Odd Craigslist Issue



  • Greetings,

    Okay, so having an odd issue with a network at work. This is a fairly small LAN with about 30-50 workstations / devices / printers / etc. So the issue in essence is that only one of the workstation on the network can access craigslist. All others time out.

    This is not a DNS issue as a ping to craigslist.org resolves correctly to 208.82.237.226 on all workstations. Also a tracert completes on all workstations with nothing remarkable.

    This is not an ISP issue as one of the workstations can connect and browse Craigslist without issue. Also one of the workstations that is unable to connect from the LAN was able to connect when directly linked to the ISP modem.

    Okay, so that points to an issue with one of the routers or perhaps a switch.

    And to add to the confusion.... All of the workstations that "time out" DO receive a cookie from Craigslist. The cookie, 'cl_b' is one of the same cookies that the workstation that CAN connect also receives.

    Let me also add that this issue of timing out is ONLY happening with Craigslist. No other sites have this issue.

    The basic topology of the network is: Cable Modem (in bridge mode) -> Bridged PFSENSE Router v2.4.3-RELEASE-p1 -> Zyxel Switch (GS1900) -> TPLink Router (TL-R470T+) -> HP Switch (Procurve 2824) -> Workstations / Printers / AP's / Etc.
    The reason for the two routers are servers that are wired to first switch with external IP addresses.

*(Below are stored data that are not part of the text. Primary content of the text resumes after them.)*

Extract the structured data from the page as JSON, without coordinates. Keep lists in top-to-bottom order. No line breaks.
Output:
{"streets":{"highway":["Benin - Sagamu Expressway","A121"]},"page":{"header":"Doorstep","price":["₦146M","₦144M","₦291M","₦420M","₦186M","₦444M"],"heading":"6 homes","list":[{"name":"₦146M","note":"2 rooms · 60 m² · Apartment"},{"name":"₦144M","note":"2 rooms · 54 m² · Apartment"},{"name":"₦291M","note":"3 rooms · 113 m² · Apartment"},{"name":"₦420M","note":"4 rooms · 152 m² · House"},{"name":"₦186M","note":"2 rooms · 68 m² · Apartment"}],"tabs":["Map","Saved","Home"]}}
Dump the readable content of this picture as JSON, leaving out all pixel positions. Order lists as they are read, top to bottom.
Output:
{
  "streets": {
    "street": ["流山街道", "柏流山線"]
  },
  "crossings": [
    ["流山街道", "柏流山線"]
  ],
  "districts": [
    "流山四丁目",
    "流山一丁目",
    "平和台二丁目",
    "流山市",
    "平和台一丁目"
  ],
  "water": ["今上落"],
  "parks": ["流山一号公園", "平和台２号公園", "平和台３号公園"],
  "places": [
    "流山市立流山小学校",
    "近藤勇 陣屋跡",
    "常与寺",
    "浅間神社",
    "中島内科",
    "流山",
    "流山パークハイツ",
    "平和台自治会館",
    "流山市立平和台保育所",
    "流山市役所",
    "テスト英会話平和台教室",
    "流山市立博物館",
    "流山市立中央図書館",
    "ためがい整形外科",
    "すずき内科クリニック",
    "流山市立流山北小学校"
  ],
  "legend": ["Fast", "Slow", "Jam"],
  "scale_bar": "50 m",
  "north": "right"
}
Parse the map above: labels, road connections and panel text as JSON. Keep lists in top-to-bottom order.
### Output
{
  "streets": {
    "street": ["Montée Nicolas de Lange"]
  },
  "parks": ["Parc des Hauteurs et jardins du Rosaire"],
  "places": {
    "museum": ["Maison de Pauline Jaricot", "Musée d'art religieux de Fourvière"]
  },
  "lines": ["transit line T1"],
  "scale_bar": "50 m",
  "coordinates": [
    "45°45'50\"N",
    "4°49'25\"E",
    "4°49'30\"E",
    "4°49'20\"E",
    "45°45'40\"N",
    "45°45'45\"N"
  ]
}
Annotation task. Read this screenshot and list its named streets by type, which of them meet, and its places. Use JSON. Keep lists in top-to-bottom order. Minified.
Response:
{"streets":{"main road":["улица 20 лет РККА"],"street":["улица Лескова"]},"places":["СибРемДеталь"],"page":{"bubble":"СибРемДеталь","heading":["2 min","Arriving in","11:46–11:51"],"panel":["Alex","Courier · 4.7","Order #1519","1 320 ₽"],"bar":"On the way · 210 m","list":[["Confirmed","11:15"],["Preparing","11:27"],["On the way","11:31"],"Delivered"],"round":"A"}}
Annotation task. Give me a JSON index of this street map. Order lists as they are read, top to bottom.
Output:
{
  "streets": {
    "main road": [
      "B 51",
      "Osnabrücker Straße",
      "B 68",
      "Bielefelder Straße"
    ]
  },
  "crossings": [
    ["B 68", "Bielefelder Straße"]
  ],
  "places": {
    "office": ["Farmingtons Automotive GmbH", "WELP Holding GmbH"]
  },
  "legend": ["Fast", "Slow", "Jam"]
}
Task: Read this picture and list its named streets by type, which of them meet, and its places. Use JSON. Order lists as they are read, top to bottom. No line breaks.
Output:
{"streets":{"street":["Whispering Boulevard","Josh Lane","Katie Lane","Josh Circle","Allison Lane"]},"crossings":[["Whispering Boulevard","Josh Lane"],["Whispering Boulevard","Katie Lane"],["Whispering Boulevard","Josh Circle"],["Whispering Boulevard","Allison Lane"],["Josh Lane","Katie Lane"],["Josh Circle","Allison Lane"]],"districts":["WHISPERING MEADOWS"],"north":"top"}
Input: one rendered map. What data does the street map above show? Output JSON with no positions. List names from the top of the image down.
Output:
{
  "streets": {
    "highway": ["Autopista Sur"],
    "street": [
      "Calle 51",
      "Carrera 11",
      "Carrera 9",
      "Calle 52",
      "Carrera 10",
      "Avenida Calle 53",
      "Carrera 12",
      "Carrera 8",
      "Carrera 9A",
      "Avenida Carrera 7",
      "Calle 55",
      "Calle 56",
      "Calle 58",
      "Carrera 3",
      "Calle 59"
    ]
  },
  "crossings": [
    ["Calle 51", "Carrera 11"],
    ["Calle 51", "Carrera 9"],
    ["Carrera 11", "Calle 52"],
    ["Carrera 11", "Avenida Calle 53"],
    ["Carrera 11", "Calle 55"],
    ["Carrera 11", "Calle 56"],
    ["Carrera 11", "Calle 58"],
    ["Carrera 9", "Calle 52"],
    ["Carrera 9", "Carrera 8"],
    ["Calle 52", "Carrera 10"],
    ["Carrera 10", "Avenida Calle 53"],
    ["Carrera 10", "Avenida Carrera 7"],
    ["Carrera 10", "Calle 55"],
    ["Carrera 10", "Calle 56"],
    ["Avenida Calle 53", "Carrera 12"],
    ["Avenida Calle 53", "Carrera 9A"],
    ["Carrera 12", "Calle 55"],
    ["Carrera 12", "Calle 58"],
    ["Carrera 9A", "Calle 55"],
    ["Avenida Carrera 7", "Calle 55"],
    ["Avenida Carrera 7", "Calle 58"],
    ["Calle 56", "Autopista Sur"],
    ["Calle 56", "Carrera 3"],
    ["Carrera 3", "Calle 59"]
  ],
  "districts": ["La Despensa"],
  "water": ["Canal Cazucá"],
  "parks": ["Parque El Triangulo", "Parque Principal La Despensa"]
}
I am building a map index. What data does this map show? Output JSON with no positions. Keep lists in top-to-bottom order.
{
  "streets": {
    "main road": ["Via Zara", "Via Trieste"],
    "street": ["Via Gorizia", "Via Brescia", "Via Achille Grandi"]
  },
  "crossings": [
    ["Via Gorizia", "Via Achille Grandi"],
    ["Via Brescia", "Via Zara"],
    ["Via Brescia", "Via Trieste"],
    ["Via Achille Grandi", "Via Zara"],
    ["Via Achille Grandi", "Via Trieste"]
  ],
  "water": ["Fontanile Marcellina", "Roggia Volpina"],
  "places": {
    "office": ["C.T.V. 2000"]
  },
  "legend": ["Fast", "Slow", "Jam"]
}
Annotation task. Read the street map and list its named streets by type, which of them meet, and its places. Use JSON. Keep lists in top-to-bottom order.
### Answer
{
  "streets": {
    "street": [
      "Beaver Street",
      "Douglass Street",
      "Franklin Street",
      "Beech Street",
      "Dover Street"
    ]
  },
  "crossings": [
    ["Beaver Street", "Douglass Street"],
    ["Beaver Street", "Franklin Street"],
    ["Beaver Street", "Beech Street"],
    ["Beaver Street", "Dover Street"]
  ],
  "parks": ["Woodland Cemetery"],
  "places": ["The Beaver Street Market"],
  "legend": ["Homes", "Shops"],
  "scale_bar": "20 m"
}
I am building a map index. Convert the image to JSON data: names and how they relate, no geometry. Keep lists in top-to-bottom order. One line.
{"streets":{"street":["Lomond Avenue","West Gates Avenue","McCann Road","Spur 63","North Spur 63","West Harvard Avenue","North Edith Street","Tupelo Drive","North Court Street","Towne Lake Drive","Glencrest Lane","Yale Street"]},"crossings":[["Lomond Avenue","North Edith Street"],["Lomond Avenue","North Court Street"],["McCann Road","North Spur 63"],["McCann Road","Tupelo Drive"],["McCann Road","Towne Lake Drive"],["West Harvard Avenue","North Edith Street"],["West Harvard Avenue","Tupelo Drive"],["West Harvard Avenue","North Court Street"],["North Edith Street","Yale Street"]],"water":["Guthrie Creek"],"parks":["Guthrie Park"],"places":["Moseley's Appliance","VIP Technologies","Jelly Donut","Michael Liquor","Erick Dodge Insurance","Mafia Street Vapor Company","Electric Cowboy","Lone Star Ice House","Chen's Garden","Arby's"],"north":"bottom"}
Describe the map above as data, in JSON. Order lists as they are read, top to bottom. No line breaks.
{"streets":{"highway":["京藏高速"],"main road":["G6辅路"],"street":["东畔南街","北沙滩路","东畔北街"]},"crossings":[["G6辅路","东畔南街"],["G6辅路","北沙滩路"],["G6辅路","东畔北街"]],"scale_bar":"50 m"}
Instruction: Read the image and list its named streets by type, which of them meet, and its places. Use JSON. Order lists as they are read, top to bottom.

The first router acts as a firewall / IDS / IPS. Router two does limited NAT.

    I have scoured logs of the switches and routers. I have also done a packet capture from one of the afflicted workstations, please see attachment. It's not browser specific as the problem exists with all browsers with the exception of TOR browser.

    Any help in this matter would be greatly appreciated. I am stumped. What makes Craigslist different than all other sites? What makes the one workstation that can connect different than the others?

    Thanks

    0_1542231948693_Untitled.png



  • @sabyre said in Odd Craigslist Issue:

    Zyxel Switch (GS1900) -> TPLink Router (TL-R470T+)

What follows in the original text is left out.